Commercial bays will go on the the building’s two Stone-facing corners. This view looks southwest, with 39th at right.
The next design review for a 231-unit Fremont apartment project will tentatively be next month.
Prometheus Real Estate owns the corner site at 3831 Stone Way N., where four old and mostly vacant structures will eventually be removed. SeaLevel Properties is also working on the unnamed plan.
Jones Architecture, of Portland, is designing the seven-story project, in collaboration with local shop MG2. Exxel Pacific is newly attached as the builder. (It’s also the general contractor for Prometheus’ 169-unit project a few blocks west.)
The 3831 Stone team also includes Place (of Portland), landscape architect; Coughlin Porter Lundeen, structural and civil engineer; Emerald City Engineers, MEP; Bee Consulting, energy consulting and envelope; GeoEngineers, geotechnical; and Bush, Roed & Hitchings, surveyor.
Parking now stands at 157 stalls on two underground levels. The garage entry will be on the building’s north side (North 39th Street). Tenants will also have some 235 bike stalls, all deep in the garage and not at grade.
Units are mostly studios and one-bedrooms of varying size, plus a few two-bedrooms. Those look to run from around 497 to 1,115 square feet.
Amenities are to include a gym and landscaped central courtyard with about 3,327 square feet. Terraces on the third and seventh floors will add another 4,191 square feet of shared outdoor space.
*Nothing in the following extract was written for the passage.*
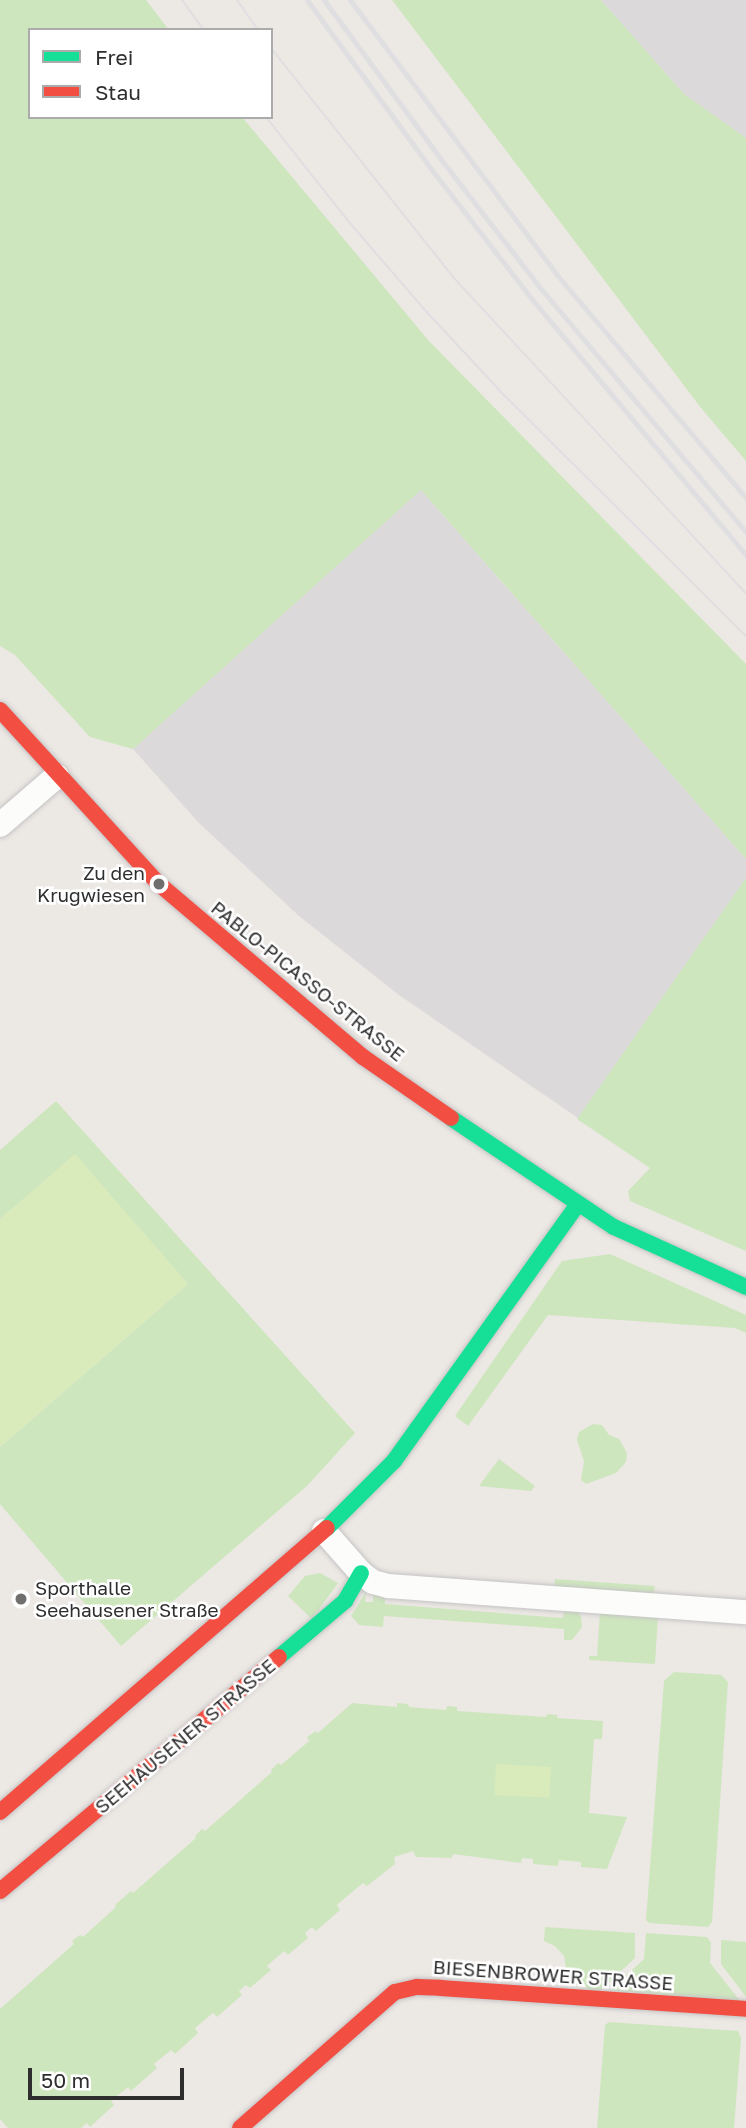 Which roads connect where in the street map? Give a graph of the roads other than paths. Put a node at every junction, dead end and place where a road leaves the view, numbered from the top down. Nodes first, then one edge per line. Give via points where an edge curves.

The building will also have 2,819 square feet of retail/commercial space, in two bays facing Stone Way. That all contributes to a total project size of some 278,982 square feet, with the Mandatory Housing Affordability fee not yet calculated. (The developer, based in the Bay Area, could also opt instead to include affordable units.) The facade will be mostly red brick, with casement-style windows. Small Juliette balconies are also indicated, a are a few larger balconies.
The project doesn’t appear to include air conditioning, as has been the past norm for midrise
construction in Seattle. Whether individual windows have hinges or sashes — the latter to permit window A/C units — isn’t clear. Since the heat dome of 2021, air conditioning is now a selling point and, some renters might say, a necessity during heat waves and/or wildfire smoke emergencies.
In central Fremont, to replace the old Harvey Family Funeral Home at 508 N. 36th St., almost all the same parties are working on that proposal. There’s no indication as to which will break ground first.